I have been for long intrigued by the numerous reports circulating on the web that talk about the supremacy of Norvel engines over the COX brand. So I decided to buy a brand new Norvel 061 Big Míg R/C and temporarily retired my COX Tee Dee 051 (non-SPI, with muffler) in my Tucan R/C plane (wingspan 34”, weight 17,6 oz incl. 2 oz fuel)
I broke the new NV in as per the user’s manual and accumulated some 1,5 hours on it… by then it ran at stable, high speed. The Tee Dee had roughly 10 hours on it when the comparison took place.

Here is what I experienced:
• Engine noise: somewhat higher for the COX having a standard muffler (more efficient NV muffler)

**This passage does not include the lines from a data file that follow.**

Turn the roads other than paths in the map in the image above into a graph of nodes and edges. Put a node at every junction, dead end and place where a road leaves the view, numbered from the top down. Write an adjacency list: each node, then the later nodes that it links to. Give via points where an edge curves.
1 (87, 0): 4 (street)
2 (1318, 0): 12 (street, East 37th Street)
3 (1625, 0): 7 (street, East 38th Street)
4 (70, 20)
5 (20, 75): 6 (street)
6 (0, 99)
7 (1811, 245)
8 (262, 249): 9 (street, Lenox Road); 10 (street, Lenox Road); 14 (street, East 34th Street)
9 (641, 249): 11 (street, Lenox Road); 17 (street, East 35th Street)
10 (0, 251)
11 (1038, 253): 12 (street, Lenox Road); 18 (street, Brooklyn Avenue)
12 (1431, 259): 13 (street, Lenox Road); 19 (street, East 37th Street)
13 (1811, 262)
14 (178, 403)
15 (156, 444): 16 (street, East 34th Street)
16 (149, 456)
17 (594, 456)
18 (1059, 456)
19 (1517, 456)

• Castor splashed over the fuselage: less with the NV (better muffler fit around the exhaust and adjustable exhaust stub direction on the NV) The COX mufflers are good to look at, but are not quite so efficient
• Engine power: WAY HIGHER from the COX, despite the 20% more swept cylinder volume in the NV !!! The COX lifts the plane nose up vertically and loops it easily…the NV requires a steady acceleration in a dive before a full loop can be done.

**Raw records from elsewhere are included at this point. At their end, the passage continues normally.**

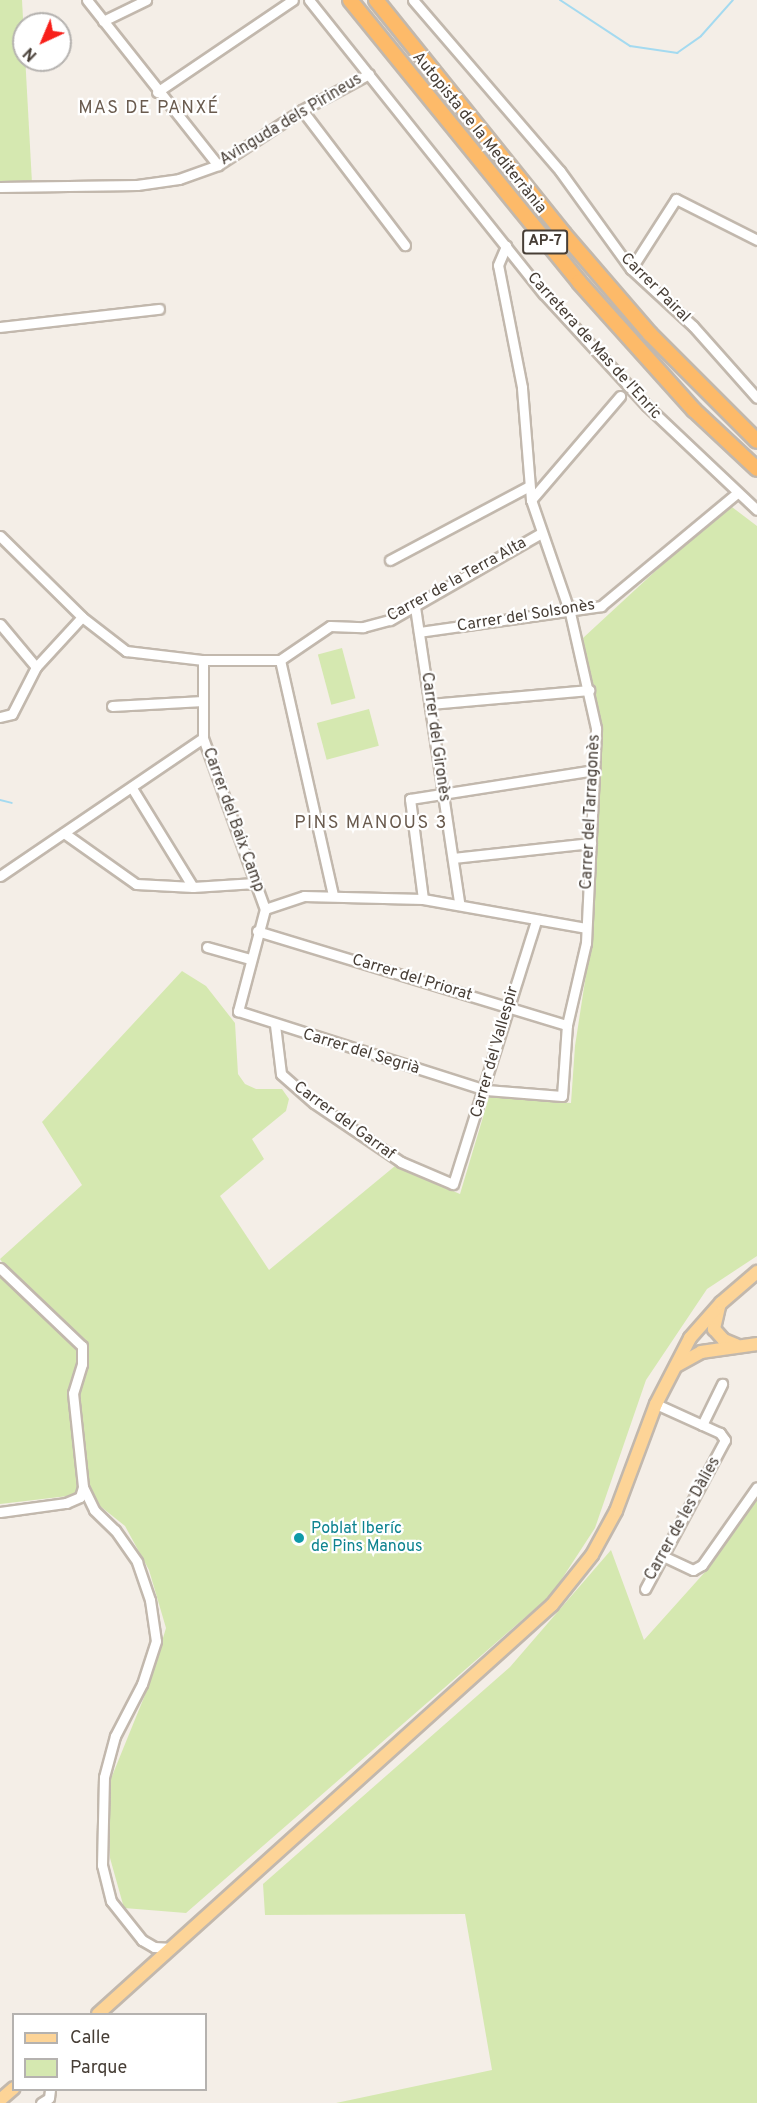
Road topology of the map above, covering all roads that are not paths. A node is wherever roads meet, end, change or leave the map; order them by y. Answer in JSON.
{"nodes":[{"id":1,"x":87,"y":0,"type":"edge"},
{"id":2,"x":146,"y":0,"type":"edge"},
{"id":3,"x":292,"y":0,"type":"edge"},
{"id":4,"x":309,"y":0,"type":"edge"},
{"id":5,"x":350,"y":0,"type":"edge"},
{"id":6,"x":376,"y":0,"type":"edge"},
{"id":7,"x":413,"y":0,"type":"edge"},
{"id":8,"x":103,"y":21,"type":"junction"},
{"id":9,"x":369,"y":74,"type":"junction"},
{"id":10,"x":157,"y":92,"type":"junction"},
{"id":11,"x":302,"y":110,"type":"junction"},
{"id":12,"x":218,"y":165,"type":"junction"},
{"id":13,"x":0,"y":187,"type":"edge"},
{"id":14,"x":757,"y":240,"type":"edge"},
{"id":15,"x":405,"y":245,"type":"dead end"},
{"id":16,"x":506,"y":246,"type":"junction"},
{"id":17,"x":631,"y":269,"type":"junction"},
{"id":18,"x":159,"y":309,"type":"dead end"},
{"id":19,"x":0,"y":327,"type":"edge"},
{"id":20,"x":620,"y":396,"type":"dead end"},
{"id":21,"x":757,"y":398,"type":"edge"},
{"id":22,"x":757,"y":441,"type":"edge"},
{"id":23,"x":757,"y":469,"type":"edge"},
{"id":24,"x":529,"y":486,"type":"junction"},
{"id":25,"x":737,"y":493,"type":"junction"},
{"id":26,"x":531,"y":500,"type":"junction"},
{"id":27,"x":757,"y":510,"type":"edge"},
{"id":28,"x":541,"y":533,"type":"junction"},
{"id":29,"x":0,"y":536,"type":"edge"},
{"id":30,"x":390,"y":560,"type":"dead end"},
{"id":31,"x":415,"y":607,"type":"junction"},
{"id":32,"x":570,"y":613,"type":"junction"},
{"id":33,"x":82,"y":617,"type":"junction"},
{"id":34,"x":0,"y":624,"type":"edge"},
{"id":35,"x":419,"y":632,"type":"junction"},
{"id":36,"x":203,"y":660,"type":"junction"},
{"id":37,"x":280,"y":660,"type":"junction"},
{"id":38,"x":36,"y":667,"type":"junction"},
{"id":39,"x":589,"y":690,"type":"junction"},
{"id":40,"x":202,"y":701,"type":"junction"},
{"id":41,"x":430,"y":704,"type":"junction"},
{"id":42,"x":112,"y":706,"type":"dead end"},
{"id":43,"x":0,"y":717,"type":"edge"},
{"id":44,"x":203,"y":738,"type":"junction"},
{"id":45,"x":595,"y":770,"type":"junction"},
{"id":46,"x":132,"y":788,"type":"junction"},
{"id":47,"x":443,"y":793,"type":"junction"},
{"id":48,"x":64,"y":833,"type":"junction"},
{"id":49,"x":591,"y":843,"type":"junction"},
{"id":50,"x":453,"y":858,"type":"junction"},
{"id":51,"x":0,"y":876,"type":"edge"},
{"id":52,"x":255,"y":883,"type":"junction"},
{"id":53,"x":193,"y":887,"type":"junction"},
{"id":54,"x":333,"y":895,"type":"junction"},
{"id":55,"x":423,"y":899,"type":"junction"},
{"id":56,"x":459,"y":903,"type":"junction"},
{"id":57,"x":265,"y":909,"type":"junction"},
{"id":58,"x":536,"y":920,"type":"junction"},
{"id":59,"x":585,"y":928,"type":"junction"},
{"id":60,"x":257,"y":931,"type":"junction"},
{"id":61,"x":207,"y":947,"type":"dead end"},
{"id":62,"x":250,"y":959,"type":"junction"},
{"id":63,"x":508,"y":1006,"type":"junction"},
{"id":64,"x":238,"y":1011,"type":"joint"},
{"id":65,"x":275,"y":1025,"type":"junction"},
{"id":66,"x":567,"y":1025,"type":"junction"},
{"id":67,"x":486,"y":1090,"type":"junction"},
{"id":68,"x":453,"y":1184,"type":"joint"},
{"id":69,"x":0,"y":1268,"type":"edge"},
{"id":70,"x":757,"y":1272,"type":"edge"},
{"id":71,"x":721,"y":1303,"type":"junction"},
{"id":72,"x":697,"y":1331,"type":"junction"},
{"id":73,"x":717,"y":1332,"type":"junction"},
{"id":74,"x":757,"y":1344,"type":"edge"},
{"id":75,"x":736,"y":1345,"type":"junction"},
{"id":76,"x":712,"y":1349,"type":"junction"},
{"id":77,"x":673,"y":1368,"type":"junction"},
{"id":78,"x":722,"y":1383,"type":"dead end"},
{"id":79,"x":656,"y":1404,"type":"junction"},
{"id":80,"x":702,"y":1425,"type":"junction"},
{"id":81,"x":83,"y":1487,"type":"junction"},
{"id":82,"x":757,"y":1487,"type":"edge"},
{"id":83,"x":0,"y":1512,"type":"edge"},
{"id":84,"x":664,"y":1557,"type":"junction"},
{"id":85,"x":645,"y":1590,"type":"dead end"},
{"id":86,"x":172,"y":1948,"type":"junction"},
{"id":87,"x":108,"y":2010,"type":"edge"},
{"id":88,"x":12,"y":2090,"type":"edge"},
{"id":89,"x":0,"y":2100,"type":"edge"}],
"edges":[{"from":1,"to":8,"type":"street"},
{"from":2,"to":8,"type":"street"},
{"from":3,"to":10,"type":"street"},
{"from":4,"to":9,"type":"street","name":"Carretera de Mas de l'Enric"},
{"from":5,"to":23,"type":"highway","name":"Autopista de la Mediterrània","number":"AP-7"},
{"from":6,"to":22,"type":"highway","name":"Autopista de la Mediterrània","number":"AP-7"},
{"from":7,"to":17,"type":"street","name":"Carrer Pairal"},
{"from":8,"to":10,"type":"street"},
{"from":9,"to":11,"type":"street","name":"Avinguda dels Pirineus"},
{"from":9,"to":16,"type":"street","name":"Carretera de Mas de l'Enric"},
{"from":10,"to":12,"type":"street"},
{"from":11,"to":12,"type":"street","name":"Avinguda dels Pirineus"},
{"from":11,"to":15,"type":"street"},
{"from":12,"to":13,"type":"street","name":"Avinguda dels Pirineus"},
{"from":14,"to":17,"type":"street"},
{"from":16,"to":24,"type":"street","name":"Carrer del Tarragonès"},
{"from":16,"to":25,"type":"street","name":"Carretera de Mas de l'Enric"},
{"from":17,"to":21,"type":"street","name":"Carrer Pairal"},
{"from":18,"to":19,"type":"street"},
{"from":20,"to":26,"type":"street"},
{"from":24,"to":26,"type":"street","name":"Carrer del Tarragonès"},
{"from":24,"to":30,"type":"street"},
{"from":25,"to":27,"type":"street","name":"Carretera de Mas de l'Enric"},
{"from":25,"to":32,"type":"street","name":"Carrer del Solsonès"},
{"from":26,"to":28,"type":"street","name":"Carrer del Tarragonès"},
{"from":28,"to":31,"type":"street","name":"Carrer de la Terra Alta"},
{"from":28,"to":32,"type":"street","name":"Carrer del Tarragonès"},
{"from":29,"to":33,"type":"street"},
{"from":31,"to":35,"type":"street","name":"Carrer del Gironès"},
{"from":31,"to":37,"type":"street","name":"Carrer de la Terra Alta"},
{"from":32,"to":35,"type":"street","name":"Carrer del Solsonès"},
{"from":32,"to":39,"type":"street","name":"Carrer del Tarragonès"},
{"from":33,"to":36,"type":"street"},
{"from":33,"to":38,"type":"street"},
{"from":34,"to":38,"type":"street"},
{"from":35,"to":41,"type":"street","name":"Carrer del Gironès"},
{"from":36,"to":37,"type":"street"},
{"from":36,"to":40,"type":"street","name":"Carrer del Baix Camp"},
{"from":37,"to":54,"type":"street"},
{"from":38,"to":43,"type":"street"},
{"from":39,"to":41,"type":"street"},
{"from":39,"to":45,"type":"street","name":"Carrer del Tarragonès"},
{"from":40,"to":42,"type":"street"},
{"from":40,"to":44,"type":"street","name":"Carrer del Baix Camp"},
{"from":41,"to":47,"type":"street","name":"Carrer del Gironès"},
{"from":44,"to":46,"type":"street"},
{"from":44,"to":52,"type":"street","name":"Carrer del Baix Camp"},
{"from":45,"to":47,"type":"street"},
{"from":45,"to":49,"type":"street","name":"Carrer del Tarragonès"},
{"from":46,"to":48,"type":"street"},
{"from":46,"to":53,"type":"street"},
{"from":47,"to":50,"type":"street","name":"Carrer del Gironès"},
{"from":47,"to":55,"type":"street"},
{"from":48,"to":51,"type":"street"},
{"from":48,"to":53,"type":"street"},
{"from":49,"to":50,"type":"street"},
{"from":49,"to":59,"type":"street","name":"Carrer del Tarragonès"},
{"from":50,"to":56,"type":"street","name":"Carrer del Gironès"},
{"from":52,"to":53,"type":"street"},
{"from":52,"to":57,"type":"street","name":"Carrer del Baix Camp"},
{"from":54,"to":55,"type":"street"},
{"from":54,"to":57,"type":"street"},
{"from":55,"to":56,"type":"street"},
{"from":56,"to":58,"type":"street"},
{"from":57,"to":60,"type":"street","name":"Carrer del Baix Camp"},
{"from":58,"to":59,"type":"street"},
{"from":58,"to":63,"type":"street","name":"Carrer del Vallespir"},
{"from":59,"to":66,"type":"street","name":"Carrer del Tarragonès"},
{"from":60,"to":62,"type":"street","name":"Carrer del Baix Camp"},
{"from":60,"to":63,"type":"street","name":"Carrer del Priorat"},
{"from":61,"to":62,"type":"street"},
{"from":62,"to":64,"type":"street","name":"Carrer del Baix Camp"},
{"from":63,"to":66,"type":"street","name":"Carrer del Priorat"},
{"from":63,"to":67,"type":"street","name":"Carrer del Vallespir"},
{"from":64,"to":65,"type":"street","name":"Carrer del Segrià"},
{"from":65,"to":67,"type":"street","name":"Carrer del Segrià"},
{"from":65,"to":68,"type":"street","name":"Carrer del Garraf"},
{"from":66,"to":67,"type":"street","name":"Carrer del Tarragonès"},
{"from":67,"to":68,"type":"street","name":"Carrer del Vallespir"},
{"from":69,"to":81,"type":"street"},
{"from":70,"to":71,"type":"main road"},
{"from":71,"to":72,"type":"main road"},
{"from":71,"to":73,"type":"main road"},
{"from":72,"to":73,"type":"main road"},
{"from":72,"to":76,"type":"main road"},
{"from":72,"to":77,"type":"main road"},
{"from":73,"to":75,"type":"main road"},
{"from":73,"to":76,"type":"main road"},
{"from":74,"to":75,"type":"main road"},
{"from":75,"to":76,"type":"main road"},
{"from":76,"to":77,"type":"main road"},
{"from":77,"to":79,"type":"main road"},
{"from":78,"to":80,"type":"street"},
{"from":79,"to":80,"type":"street","name":"Carrer de les Dàlies"},
{"from":79,"to":86,"type":"main road"},
{"from":80,"to":84,"type":"street","name":"Carrer de les Dàlies"},
{"from":81,"to":83,"type":"street"},
{"from":81,"to":86,"type":"street"},
{"from":82,"to":84,"type":"street"},
{"from":84,"to":85,"type":"street","name":"Carrer de les Dàlies"},
{"from":86,"to":87,"type":"main road"},
{"from":88,"to":89,"type":"main road"}]}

• Plane speed: Way higher with the COX !!!
• Plane maneuverability: much better with the COX thanks to the higher engine power
• Fuel consumption: both engines run abt. 15 minutes on 2 oz fuel (50% methanol, 25/25% nitro and castor)
• R/C carb: the Norvel carb is excellent, assuring low and stable idle. The COX 051 in the comparison did not have an R/C carb. My experience with COX Tee Dee 050 R/C carburettors and Carno carbs both is not quite reassuring..maybe the standard COX glow head is not „hot” enough to sustain low and stable idle…a non-standard head with a hot glow plug may improve the COX idle I guess…I will try.
• Life expactancy: The NV sales guy wrote me the NV engines with the new, Revlite technology run about 18 hours (I have a pre-Revlite NV 049 with a manual that says: engine life no less than 6 hours….uhhhhh). The NV 061 Big Mig R/C in the comparison came with a very tight piston/cylinder fit and strong „pinch” at the top dead-end, but despite this, the brand new NV already had some cylinder blow-by even when cold and properly oiled. The compression in this NV when hot, is simply lost completely… you flip the propeller in the hot NV engine over with no compression resistance whatsoever. In contrast, the legendary millionth-of-an-inch COX precison really ensures that my several COX engines, some having more than 50 hours on them, all have original compression left after their long running history, and keep a resonable compression even when the engine is hot.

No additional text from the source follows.